TD Cowen downgraded Synaptics to Hold from Buy after ON Semiconductor’s pending all-stock acquisition, valued at about $149 per Synaptics share or roughly $6.5 billion enterprise value. Synaptics shareholders will receive 1.35 ON Semi shares per SYNA share, with the deal expected to close in mid-2027 pending approvals. Separately, Synaptics beat fiscal Q3 2026 EPS and revenue estimates at $1.09 and $294.2 million, respectively, but the stock still fell 3.4% to $125.62 on the downgrade and deal-related uncertainty.

Analysis

This is less a clean strategic merger than a long-dated financing event in which ON is effectively issuing equity at a rich multiple to acquire a higher-quality growth asset.
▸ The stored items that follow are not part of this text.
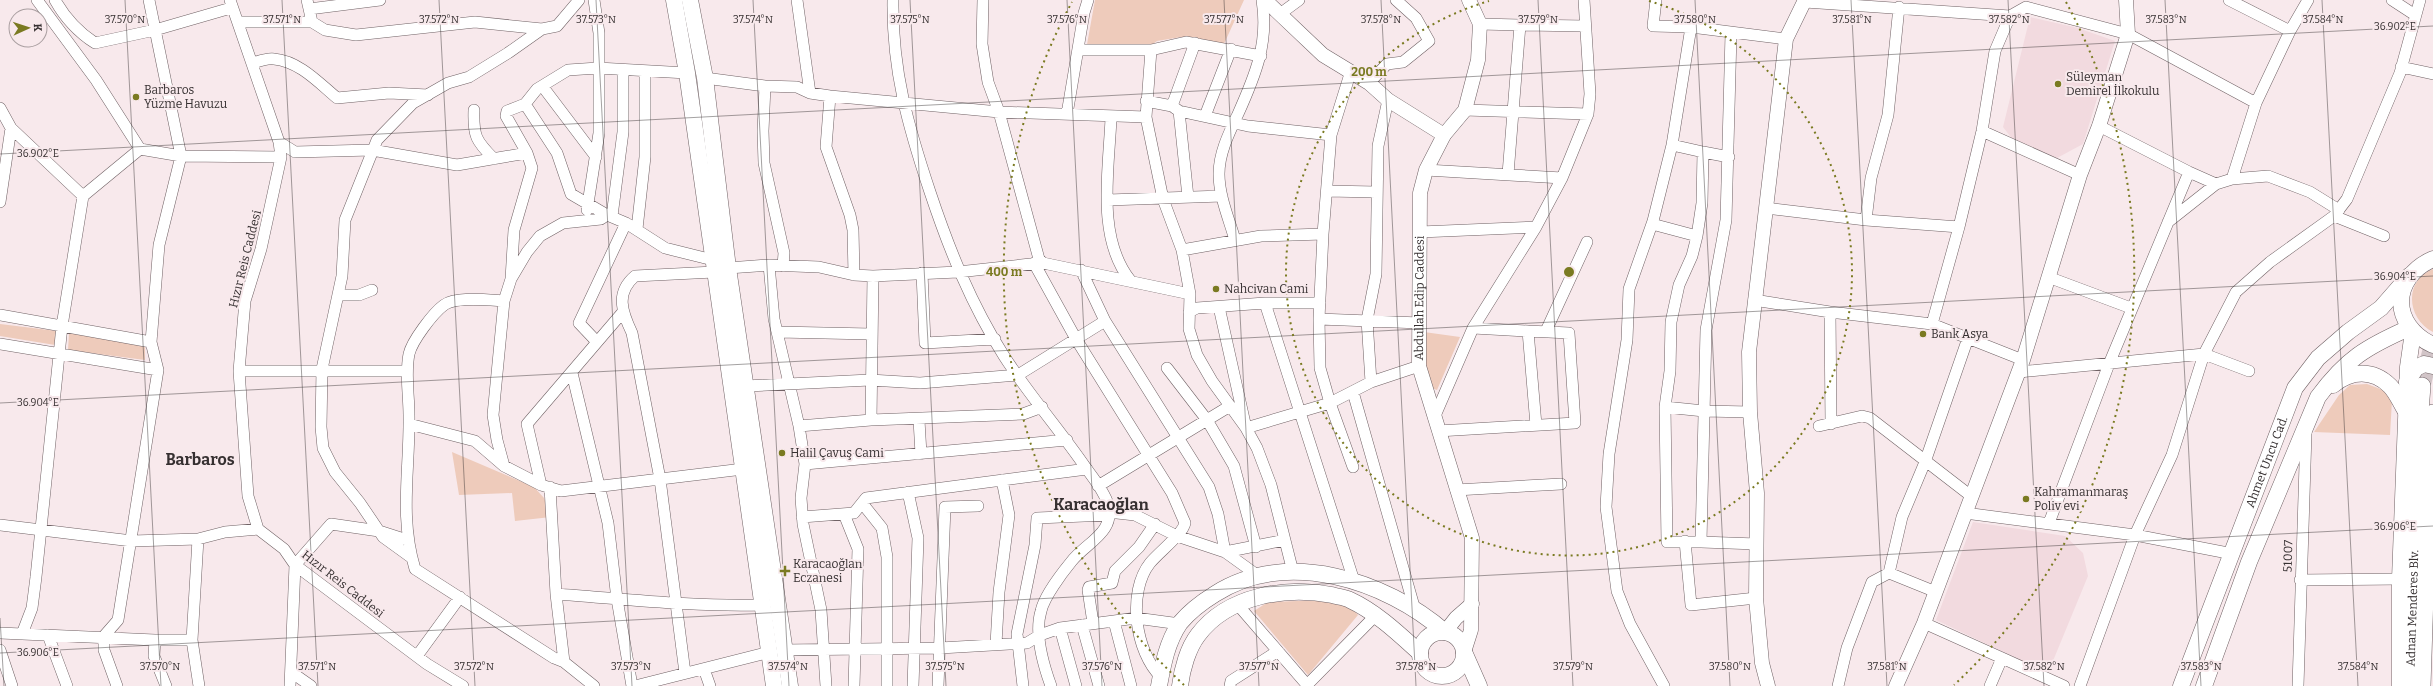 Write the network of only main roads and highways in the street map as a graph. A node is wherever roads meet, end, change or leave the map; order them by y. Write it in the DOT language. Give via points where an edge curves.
graph roads {
  1 [pos="674,0"];
  2 [pos="690,0"];
  3 [pos="2433,249"];
  4 [pos="718,267"];
  5 [pos="2420,267"];
  6 [pos="2411,330"];
  7 [pos="2433,345"];
  8 [pos="2433,366"];
  9 [pos="2415,384"];
  10 [pos="2318,397"];
  11 [pos="2407,413"];
  12 [pos="2433,413"];
  13 [pos="1445,632"];
  14 [pos="777,651"];
  15 [pos="1464,652"];
  16 [pos="1420,653"];
  17 [pos="1160,681"];
  18 [pos="1446,681"];
  19 [pos="774,686"];
  20 [pos="790,686"];
  21 [pos="1180,686"];
  22 [pos="1479,686"];
  23 [pos="2182,686"];
  24 [pos="2204,686"];
  25 [pos="2400,686"];
  26 [pos="2410,686"];
  27 [pos="2422,686"];
  1 -- 4 [label="main road"];
  2 -- 4 [label="main road" via="705,78"];
  3 -- 5 [label="main road, Ahmet Uncu Cad."];
  4 -- 14 [label="main road" via="746,386"];
  4 -- 14 [label="main road" via="763,605"];
  5 -- 6 [label="main road" via="2403,289 2403,318"];
  5 -- 23 [label="main road, Ahmet Uncu Cad." via="2381,308 2318,358 2295,388"];
  6 -- 7 [label="main road" via="2421,340"];
  6 -- 9 [label="main road"];
  6 -- 10 [label="main road, Ahmet Uncu Cad." via="2386,336 2358,354 2334,375"];
  8 -- 9 [label="main road" via="2424,364 2416,368"];
  9 -- 11 [label="main road"];
  9 -- 26 [label="main road, Adnan Menderes Blv." via="2418,436"];
  10 -- 11 [label="main road" via="2337,382 2356,372 2373,375 2390,386"];
  10 -- 24 [label="main road, Ahmet Uncu Cad." via="2249,562"];
  11 -- 25 [label="main road" via="2400,579"];
  12 -- 27 [label="main road, Adnan Menderes Blv."];
  13 -- 15 [label="main road" via="1458,639"];
  13 -- 16 [label="main road" via="1431,635 1421,646"];
  13 -- 17 [label="main road" via="1415,610 1354,580 1327,574 1293,572 1258,575 1225,587 1199,604 1180,624 1163,661"];
  14 -- 19 [label="main road"];
  14 -- 20 [label="main road"];
  15 -- 18 [label="main road" via="1460,666"];
  15 -- 22 [label="main road"];
  16 -- 18 [label="main road" via="1420,661 1429,672"];
  16 -- 21 [label="main road" via="1375,616 1349,599 1312,591 1276,593 1238,605 1219,615 1198,635 1188,654"];
} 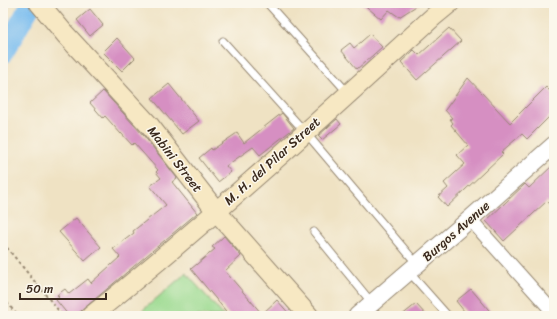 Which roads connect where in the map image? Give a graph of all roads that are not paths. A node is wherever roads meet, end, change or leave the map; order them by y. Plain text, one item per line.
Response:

The immediate loser is not just SYNA holders who face capped upside, but also the broader set of chip suppliers with acquisition optionality: once a strategic buyer uses stock to buy growth, the market typically reprices similar targets toward deal math rather than standalone fundamentals. The second-order effect is on relative valuation inside semis. ON is swapping a lower-multiple, cyclically exposed base for a business with better secular exposure, but the integration risk is real: any wobble in execution or regulatory friction could compress ON’s multiple faster than the earnings accretion shows up. That creates a window where the buyer can underperform even if the deal survives, especially if markets start discounting dilution and delayed synergies over the next 6-12 months. The real dislocation is in the options market for SYNA and ON around spread risk and closing uncertainty. Mid-2027 is a long horizon, so the merger spread should not be treated like a near-certain cash arb; it will remain hostage to semiconductor cycle sentiment, antitrust review, and any reassessment of what ON is giving away. Contrarian view: the market may be underestimating how much this deal normalizes a higher floor for small-cap analog/edge compute names, because once a strategic consolidator pays up, peer M&A becomes more credible and can re-rate the entire basket.